The counselor said we were supposed to write each other letters. I forgot what about. But this is the letter I think I should write.
This is what I was hoping last month when you said you needed to get started planning something, pertaining to me saying I was not going to have a third sexless Valentine's Day in a row, when I am supposed to be in a relationship...
I had hoped maybe you would get someone to babysit Max for a few hours, and we could go to a motel, and we could have a few hours to play around with sex, you know.... I had hoped you would make an EFFORT.
But last night was the eye opener. Tuesday night. I asked you if you read the articles I sent you that day. You said, yes, all three of them. I was worried I sent you an extra article to read, because I know one was very long, and went to check in my phone. I said "You had meant three including the one from yesterday".
Your discomfort become obvious from the look on your face. And you quickly changed the subject to Max. I was shattered. The counselor said we need to start talking about this at home, and once again, I tried to, only to be shut down. Every time I try I am putting myself out there, being vulnerable, but I cannot keep being the only one to do that. And I will not keep doing it.
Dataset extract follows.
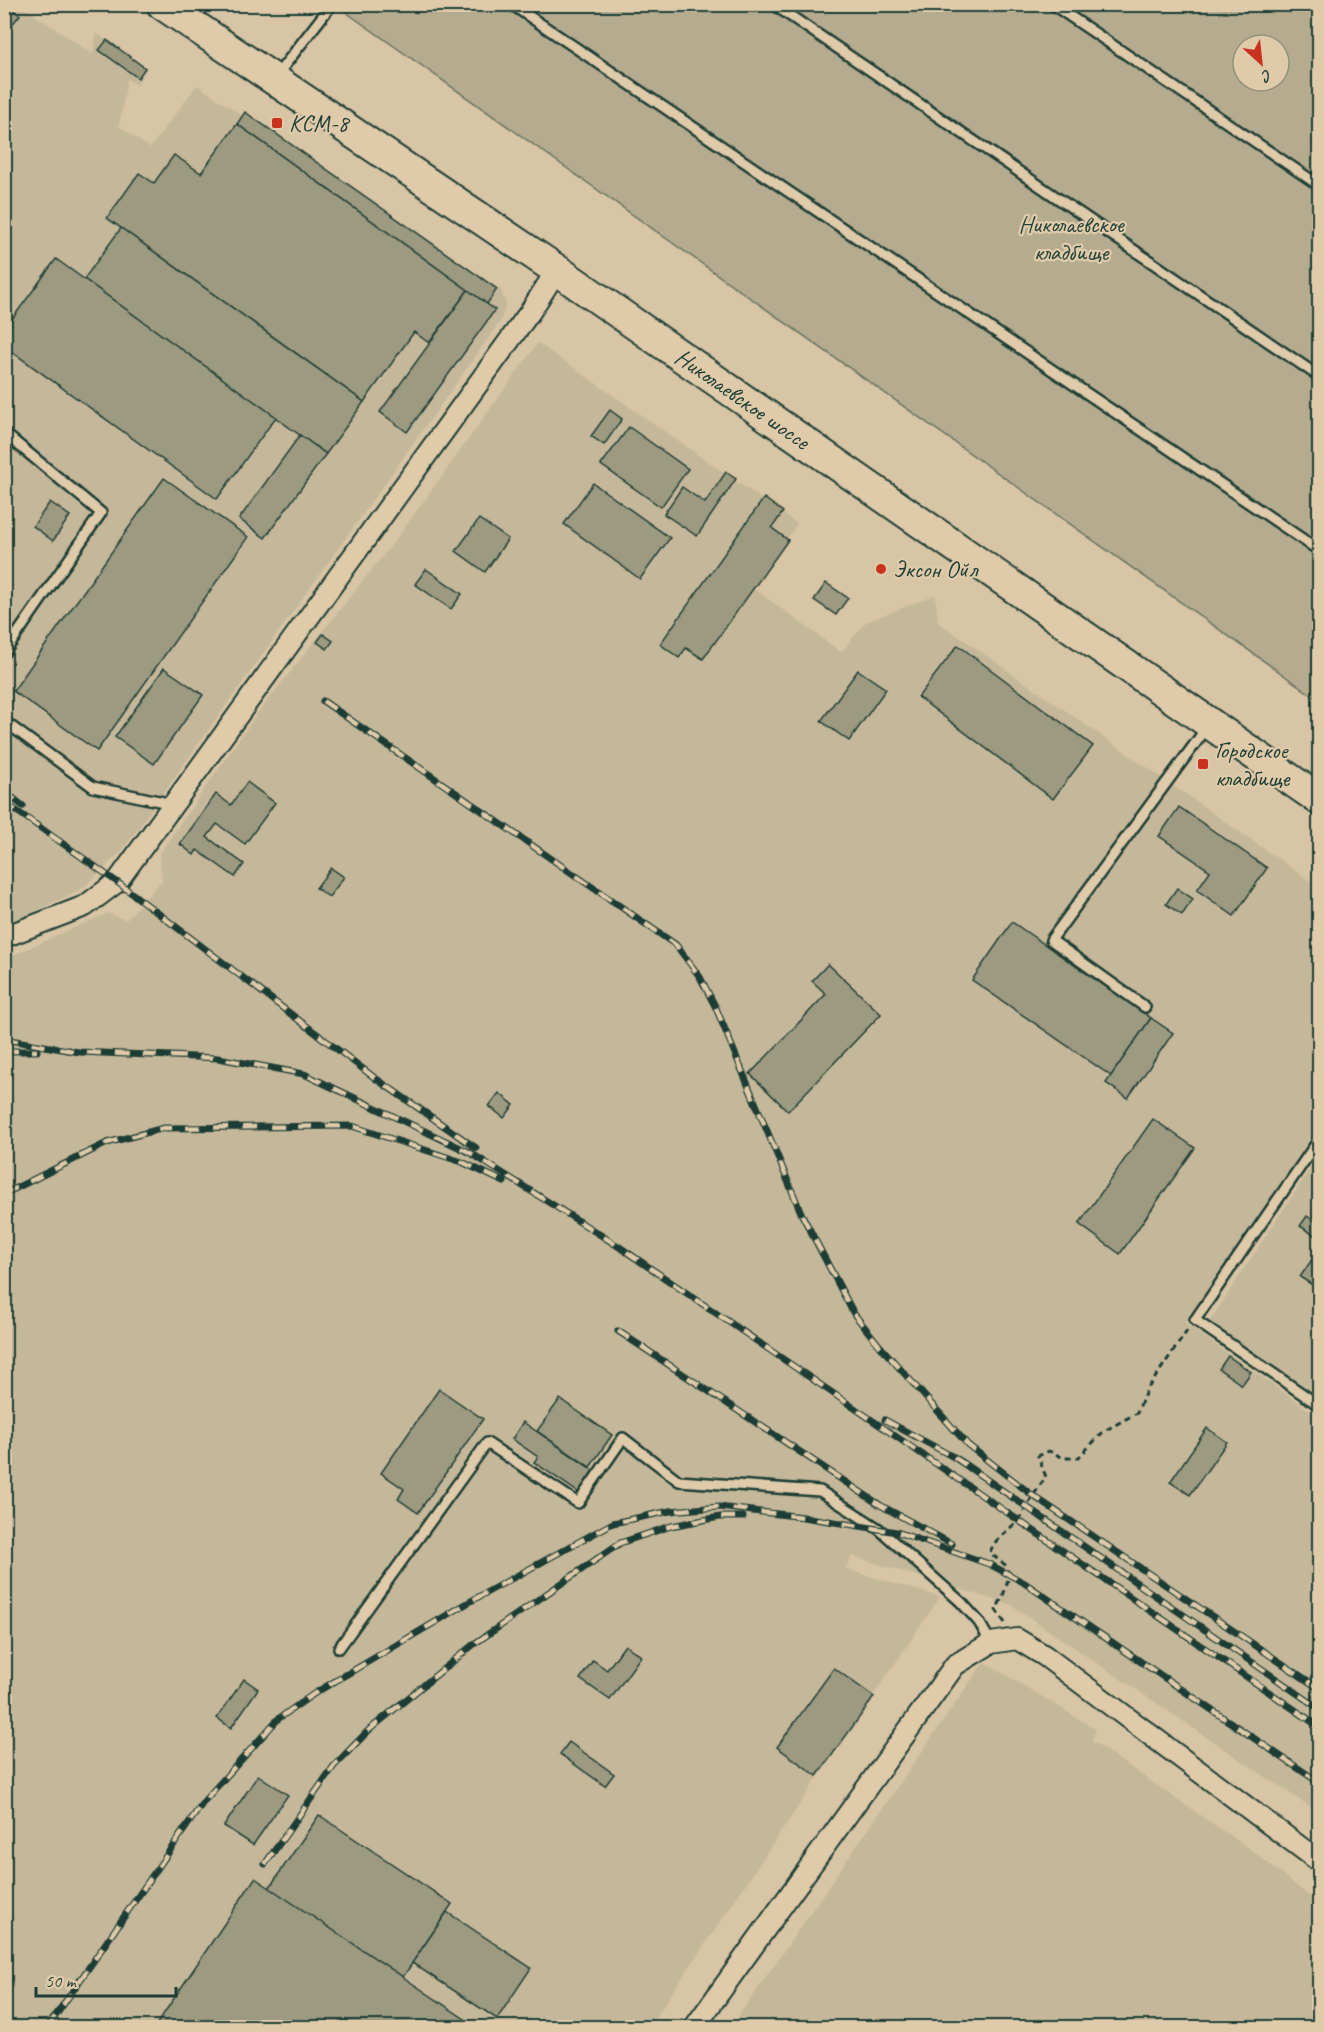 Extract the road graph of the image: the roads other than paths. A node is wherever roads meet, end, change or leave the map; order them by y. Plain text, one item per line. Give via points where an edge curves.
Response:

So I changed the subject from Max to your birthday plans, you settled on tri-tip, and then I told you not to buy me anything for Valentine's Day.
I did not want you to buy me anything because I cannot stomach another meaningless gesture.
I apologize for expecting that of you. I should know by now, that is not what you want.
I feel I must apologize for a lot to you now.
I am sorry for pushing you to be intimate with me all these years, when that is not what you wanted.
I am sorry for expecting more from you than you were ready or willing to give.
I am sorry for expecting you to change, when you kept trying to show me that is not what you wanted.
I am sorry for pushing you to get counseling, when you obviously did not want to.
I am sorry for expecting you to be in a sexual relationship with me when you would clearly prefer to be asexual.
I am sorry for trying so hard.
I am sorry I allowed myself to be so vulnerable.
I am sorry for putting myself out there so much and so often.
I am sorry for trying to fix things, because although to me it is terribly broken, to you it is a smooth running clock.
I am sorry for leading you to believe things were ok when they very much were NOT.
I am sorry I cannot be who you want or need, and I am sorry I have not been able to figure out HOW to be who you want or need.
If you decide you want things to change, then you can do what you see fit about it.
Like I said before, I will never leave you.
I need to be wanted and desired.
For now, I am going to find myself a lover, maybe just a one time fling, maybe ongoing, I havent decided yet.